News Analysis |
The Chief Justice of Pakistan (CJP) Mian Saqib Nisar said that the parliament is supreme but the Constitution is above it. The Supreme Court (SC) was hearing a case about the media commission on Tuesday when the CJP responded to the allegations of the parliament that the judiciary is interfering with their powers.
“Yesterday it was again asked how the judiciary could interfere with the legislative process,” the chief justice said in a clear hint to the prime minister’s remarks that the judiciary cannot review the amendments made by the parliament. He accepted the parliamentary supremacy but stated that the Constitution is above the parliament and no amendment can be made in the violation of the Constitution.
The unanimous opinion of media, political and social groups is that constitution should only be amended to meet the growing needs of the time and not for personal gains.
Prime Minister (PM) Shahid Khaqan Abbasi expressed disapproval of senior judicial figures’ remarks for labelling the elected representatives as thieves and looters on Monday. Abbasi criticized the judiciary’s role in executive matters and censured judicial activism. He alleged that courts are severely affecting the functioning of his government. Other parliamentarians also expressed that the judiciary shouldn’t interfere with the matters of the executive and legislative branches.

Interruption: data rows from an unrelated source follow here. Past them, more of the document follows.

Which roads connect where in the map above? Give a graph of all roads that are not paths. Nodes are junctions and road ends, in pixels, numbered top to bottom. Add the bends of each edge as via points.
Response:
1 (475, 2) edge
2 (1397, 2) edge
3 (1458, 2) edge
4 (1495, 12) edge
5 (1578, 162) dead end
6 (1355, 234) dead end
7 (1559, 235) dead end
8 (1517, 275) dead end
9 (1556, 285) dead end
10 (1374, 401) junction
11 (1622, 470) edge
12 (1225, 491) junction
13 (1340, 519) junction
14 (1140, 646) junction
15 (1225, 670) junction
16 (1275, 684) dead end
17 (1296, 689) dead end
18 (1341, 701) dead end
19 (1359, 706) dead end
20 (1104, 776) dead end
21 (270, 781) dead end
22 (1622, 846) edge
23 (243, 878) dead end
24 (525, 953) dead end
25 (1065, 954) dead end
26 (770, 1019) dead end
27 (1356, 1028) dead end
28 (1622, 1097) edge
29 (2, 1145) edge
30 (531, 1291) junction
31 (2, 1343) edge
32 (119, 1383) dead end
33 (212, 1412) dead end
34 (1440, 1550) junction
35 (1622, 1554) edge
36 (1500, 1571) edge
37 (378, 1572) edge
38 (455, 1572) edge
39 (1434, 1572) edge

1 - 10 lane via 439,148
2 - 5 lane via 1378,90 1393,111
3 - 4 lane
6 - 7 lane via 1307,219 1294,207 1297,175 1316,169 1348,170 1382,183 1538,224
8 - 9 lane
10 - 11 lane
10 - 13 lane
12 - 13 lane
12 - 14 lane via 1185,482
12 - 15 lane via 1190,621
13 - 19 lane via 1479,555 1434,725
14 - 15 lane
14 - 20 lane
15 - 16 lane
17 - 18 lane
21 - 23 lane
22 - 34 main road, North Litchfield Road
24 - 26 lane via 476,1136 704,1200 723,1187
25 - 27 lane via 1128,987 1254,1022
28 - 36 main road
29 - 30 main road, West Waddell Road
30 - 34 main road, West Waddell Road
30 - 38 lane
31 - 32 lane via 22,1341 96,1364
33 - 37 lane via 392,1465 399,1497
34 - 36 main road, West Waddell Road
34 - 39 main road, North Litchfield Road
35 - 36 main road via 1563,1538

The CJP responded by saying, “Headlines get made when we ask questions even though our remarks are to understand each other’s point of view. If we question whether or not a certain person is qualified then is that akin to insulting the parliament? Is asking a question also insulting a parliamentarian?” He also expressed the SC’s resolve to not be deterred by the allegations and utilize the powers bestowed upon them by the constitution.
Legal experts believe that the trichotomy of powers is a cornerstone of every democracy. Article 239(5) states that ‘no amendment of the Constitution shall be called in question in any court on any ground whatsoever’, and Article 239 (6) states that there is no limitation on the power of the parliament to amend any provisions of the Constitution.
However, Article 8 of the Constitution declares that any law which is inconsistent with the fundamental human rights conferred by the constitution will be null and void. Article 184 (3) allows the Supreme Court to take suo moto notice against any violations of the human rights so the Constitution does allow space for the SC to review parliamentary amendments even though parliamentary supremacy is maintained.
The Constitution of Pakistan clearly defines the jurisdiction of every institute in the country. The popular opinion is that Nawaz Sharif and his party want to limit the SC’s powers to purge themselves from the numerous cases going on against them in courts.
This balance of power is very delicate and important for a flourishing democracy in the country. Constitutional experts believe that the provisions of the constitution should be followed by all pillars of the society. Any attempts by the judiciary or the parliament to curb the other’s powers will result in mayhem. CJP clarified in today’s hearing that the review is not meant to overrule parliament’s decisions but merely to know the others’ point of view.
The prime minister of Pakistan can call a referendum according to Article 48 (6) of the constitution and demand that review powers of the judiciary should be revoked or they can also be curbed by any constitutional amendment but the system created through such an act cannot be called a democracy. Governance analysts believe that accountability lies at the heart of democracy and the institute which ensure accountability are the courts.
The anti-judiciary diatribe was started by the PML-N after the 28th July Panama Papers case verdict of the Supreme Court (SC) which disqualified Nawaz Sharif who was the prime minister of Pakistan. Nawaz Sharif has since adopted an anti-judiciary rhetoric and criticized the SC decision sternly. His daughter, Maryam Nawaz has been side by side with his father in lambasting the SC. Sharif has held a number of public rallies since his disqualification in which he repeated his anti-judiciary remarks and flaunted his public support as the people’s verdict against SC.
Article 184 (3) allows the Supreme Court to take suo moto notice against any violations of the human rights so the Constitution does allow space for the SC to review parliamentary amendments even though parliamentary supremacy is maintained.
Many political rivals of PML-N have accused it of damaging the institutes to save their own leader Nawaz Sharif. PTI chief Imran Khan has claimed that PML-N’s attack against the judiciary is merely an attempt to hide their own corruption. While Opposition leader Khursheed Shah has agreed that parliamentary supremacy should be maintained, he also stated that it is wrong to amend the constitution to facilitate a few individuals.
The Constitution of Pakistan clearly defines the jurisdiction of every institute in the country. The unanimous opinion of media, political and social groups is that constitution should only be amended to meet the growing needs of the time and not for personal gains. The popular opinion is that Nawaz Sharif and his party want to limit the SC’s powers to purge themselves from the numerous cases going on against them in courts.